→ BRIEF: Exercise in exact copying. Transcribe every entry that follows, word for word.
[[ RECORDS SUPPLIED, beginning ]]
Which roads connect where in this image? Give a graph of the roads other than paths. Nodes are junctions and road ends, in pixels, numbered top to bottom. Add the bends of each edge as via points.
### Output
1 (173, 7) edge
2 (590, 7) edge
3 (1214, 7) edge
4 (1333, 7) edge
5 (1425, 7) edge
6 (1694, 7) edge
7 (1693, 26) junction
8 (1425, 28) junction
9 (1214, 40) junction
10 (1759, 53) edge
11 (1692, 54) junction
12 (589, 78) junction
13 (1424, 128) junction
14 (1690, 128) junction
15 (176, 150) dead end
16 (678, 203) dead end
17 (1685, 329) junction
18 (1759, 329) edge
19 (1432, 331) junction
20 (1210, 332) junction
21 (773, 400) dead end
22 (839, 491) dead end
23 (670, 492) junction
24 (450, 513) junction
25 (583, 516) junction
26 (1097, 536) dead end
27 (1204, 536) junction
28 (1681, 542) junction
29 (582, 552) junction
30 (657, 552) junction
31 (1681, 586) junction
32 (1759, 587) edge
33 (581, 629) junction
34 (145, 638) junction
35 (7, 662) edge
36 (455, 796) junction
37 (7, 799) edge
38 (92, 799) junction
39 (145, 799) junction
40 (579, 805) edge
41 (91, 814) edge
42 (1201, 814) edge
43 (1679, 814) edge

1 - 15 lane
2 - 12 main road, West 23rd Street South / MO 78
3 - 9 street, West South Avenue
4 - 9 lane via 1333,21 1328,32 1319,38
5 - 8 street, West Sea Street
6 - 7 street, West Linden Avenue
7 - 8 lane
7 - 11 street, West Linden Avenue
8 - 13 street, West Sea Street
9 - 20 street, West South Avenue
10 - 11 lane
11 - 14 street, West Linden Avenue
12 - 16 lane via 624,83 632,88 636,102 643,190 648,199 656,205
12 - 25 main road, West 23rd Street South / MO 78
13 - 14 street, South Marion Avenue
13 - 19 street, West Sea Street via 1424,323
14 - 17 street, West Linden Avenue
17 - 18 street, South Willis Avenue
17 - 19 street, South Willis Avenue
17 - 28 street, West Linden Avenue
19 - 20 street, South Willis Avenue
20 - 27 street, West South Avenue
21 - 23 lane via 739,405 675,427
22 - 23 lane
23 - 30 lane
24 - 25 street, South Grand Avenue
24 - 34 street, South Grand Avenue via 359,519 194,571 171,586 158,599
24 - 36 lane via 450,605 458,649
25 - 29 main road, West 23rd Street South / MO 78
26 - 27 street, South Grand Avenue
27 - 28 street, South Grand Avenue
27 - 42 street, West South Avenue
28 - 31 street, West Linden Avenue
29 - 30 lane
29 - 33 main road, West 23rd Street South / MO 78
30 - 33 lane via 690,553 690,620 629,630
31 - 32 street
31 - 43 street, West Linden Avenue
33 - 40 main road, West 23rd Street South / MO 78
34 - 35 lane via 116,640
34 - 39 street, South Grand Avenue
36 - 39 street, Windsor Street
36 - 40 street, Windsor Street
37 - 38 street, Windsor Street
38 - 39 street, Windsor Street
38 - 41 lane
[[ RECORDS SUPPLIED, end ]]
→ EXERCISE ANSWER:
Which roads connect where in this image? Give a graph of the roads other than paths. Nodes are junctions and road ends, in pixels, numbered top to bottom. Add the bends of each edge as via points.
### Output
1 (173, 7) edge
2 (590, 7) edge
3 (1214, 7) edge
4 (1333, 7) edge
5 (1425, 7) edge
6 (1694, 7) edge
7 (1693, 26) junction
8 (1425, 28) junction
9 (1214, 40) junction
10 (1759, 53) edge
11 (1692, 54) junction
12 (589, 78) junction
13 (1424, 128) junction
14 (1690, 128) junction
15 (176, 150) dead end
16 (678, 203) dead end
17 (1685, 329) junction
18 (1759, 329) edge
19 (1432, 331) junction
20 (1210, 332) junction
21 (773, 400) dead end
22 (839, 491) dead end
23 (670, 492) junction
24 (450, 513) junction
25 (583, 516) junction
26 (1097, 536) dead end
27 (1204, 536) junction
28 (1681, 542) junction
29 (582, 552) junction
30 (657, 552) junction
31 (1681, 586) junction
32 (1759, 587) edge
33 (581, 629) junction
34 (145, 638) junction
35 (7, 662) edge
36 (455, 796) junction
37 (7, 799) edge
38 (92, 799) junction
39 (145, 799) junction
40 (579, 805) edge
41 (91, 814) edge
42 (1201, 814) edge
43 (1679, 814) edge

1 - 15 lane
2 - 12 main road, West 23rd Street South / MO 78
3 - 9 street, West South Avenue
4 - 9 lane via 1333,21 1328,32 1319,38
5 - 8 street, West Sea Street
6 - 7 street, West Linden Avenue
7 - 8 lane
7 - 11 street, West Linden Avenue
8 - 13 street, West Sea Street
9 - 20 street, West South Avenue
10 - 11 lane
11 - 14 street, West Linden Avenue
12 - 16 lane via 624,83 632,88 636,102 643,190 648,199 656,205
12 - 25 main road, West 23rd Street South / MO 78
13 - 14 street, South Marion Avenue
13 - 19 street, West Sea Street via 1424,323
14 - 17 street, West Linden Avenue
17 - 18 street, South Willis Avenue
17 - 19 street, South Willis Avenue
17 - 28 street, West Linden Avenue
19 - 20 street, South Willis Avenue
20 - 27 street, West South Avenue
21 - 23 lane via 739,405 675,427
22 - 23 lane
23 - 30 lane
24 - 25 street, South Grand Avenue
24 - 34 street, South Grand Avenue via 359,519 194,571 171,586 158,599
24 - 36 lane via 450,605 458,649
25 - 29 main road, West 23rd Street South / MO 78
26 - 27 street, South Grand Avenue
27 - 28 street, South Grand Avenue
27 - 42 street, West South Avenue
28 - 31 street, West Linden Avenue
29 - 30 lane
29 - 33 main road, West 23rd Street South / MO 78
30 - 33 lane via 690,553 690,620 629,630
31 - 32 street
31 - 43 street, West Linden Avenue
33 - 40 main road, West 23rd Street South / MO 78
34 - 35 lane via 116,640
34 - 39 street, South Grand Avenue
36 - 39 street, Windsor Street
36 - 40 street, Windsor Street
37 - 38 street, Windsor Street
38 - 39 street, Windsor Street
38 - 41 lane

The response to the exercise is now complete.